Files
documentation/reports/netbird-evaluation-report.md
F.R.I.D.A.Y. 3da2689e4d Add fleet operational reports
- mk7-service-restoration-report.md: Restored Swarm stacks after relocation, fixed NTP drift, rejoined MK-42 as worker
- netbird-evaluation-report.md: Full evaluation of self-hosted Netbird control plane for tailscale coexistence/replacement

Author: F.R.I.D.A.Y.
2026-06-01 07:45:13 -04:00

345 lines
15 KiB
Markdown

# Netbird Self-Hosted Control Plane — Evaluation Report
**Author:** F.R.I.D.A.Y. ( Hermes Agent )
**Date:** 2026-05-31
**Status:** Draft — for Commander review before deployment
**Scope:** Evaluate Netbird self-hosted control plane as a potential replacement or complement to Tailscale mesh networking for the Iron Legion fleet.
---
## Executive Summary
Netbird is an open-source, WireGuard-based mesh VPN that provides peer-to-peer connectivity with a centralized management plane.
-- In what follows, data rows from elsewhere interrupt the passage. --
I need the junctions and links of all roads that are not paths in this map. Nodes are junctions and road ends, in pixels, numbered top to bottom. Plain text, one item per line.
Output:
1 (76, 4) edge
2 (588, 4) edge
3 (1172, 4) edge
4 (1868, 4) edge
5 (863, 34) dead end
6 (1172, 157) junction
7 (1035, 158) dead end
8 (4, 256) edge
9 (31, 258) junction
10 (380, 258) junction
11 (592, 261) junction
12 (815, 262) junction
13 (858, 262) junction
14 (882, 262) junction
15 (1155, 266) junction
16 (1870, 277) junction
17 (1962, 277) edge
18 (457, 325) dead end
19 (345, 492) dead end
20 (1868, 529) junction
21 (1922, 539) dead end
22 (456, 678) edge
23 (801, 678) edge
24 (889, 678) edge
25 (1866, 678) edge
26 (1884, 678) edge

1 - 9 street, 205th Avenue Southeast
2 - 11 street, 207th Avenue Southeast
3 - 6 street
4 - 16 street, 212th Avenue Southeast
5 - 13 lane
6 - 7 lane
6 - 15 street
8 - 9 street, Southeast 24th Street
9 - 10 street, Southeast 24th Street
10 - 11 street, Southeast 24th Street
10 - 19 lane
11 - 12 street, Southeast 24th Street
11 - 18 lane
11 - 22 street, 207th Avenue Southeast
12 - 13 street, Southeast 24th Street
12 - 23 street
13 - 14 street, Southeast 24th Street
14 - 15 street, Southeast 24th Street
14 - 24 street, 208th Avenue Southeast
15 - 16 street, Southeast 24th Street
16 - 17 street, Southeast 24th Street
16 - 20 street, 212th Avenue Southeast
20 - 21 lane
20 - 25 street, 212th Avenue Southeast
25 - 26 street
As of v0.71.4 (May 2026), it now offers **two deployment models** for self-hosting:
1. **Quickstart (single-container, recommended for new deployments)** — Combined management + signal + relay in one `netbird-server` container with embedded Dex IdP. ~5-minute setup via `getting-started.sh` with built-in Traefik and automatic TLS.
2. **Advanced (multi-container, legacy but supported)** — Separate services (management, signal, coturn, relay, dashboard) configured via `management.json` and `docker-compose.yml`.
**Key finding:** Netbird now supports running **behind an existing reverse proxy** (Traefik, Nginx, Caddy) as a first-class deployment option. This is significant for the Iron Legion because MK7 already runs Traefik for `*.ai.home` services — we can integrate Netbird without adding a new public-facing edge.
---
## What Netbird Offers (vs. Tailscale)
| Feature | Tailscale | Netbird |
|---------|-----------|---------|
| Underlay protocol | WireGuard | WireGuard |
| Control plane | Tailscale Co. cloud | **Self-hostable** |
| NAT traversal | DERP relays (cloud-hosted) | Self-hosted Coturn + Relay |
| Identity provider | Tailscale accounts / SSO via Auth0, etc. | **Embedded Dex** / Any OIDC IdP |
| Network routes | ✅ | ✅ |
| DNS split-brain | MagicDNS | Network-wide DNS |
| Reverse proxy / funnel | Tailscale Funnel (public) | **Built-in reverse proxy via Netbird Proxy** |
| Access controls | ACL policies | **Group + peer policies** |
| Linux clients | ✅ | ✅ |
| Windows | ✅ | ✅ |
| Mobile (iOS/Android) | ✅ | ✅ |
| Browser client | ❌ | ✅ |
| Open-source | Client only | **Fully open-source** |
**For the Iron Legion:** The primary advantage of Netbird is **full ownership of the control plane**. Tailscale depends on Tailscale Inc. infrastructure for coordination and DERP relays; Netbird brings both under our control.
---
## Architecture Overview
### Quickstart (v0.29+, Recommended)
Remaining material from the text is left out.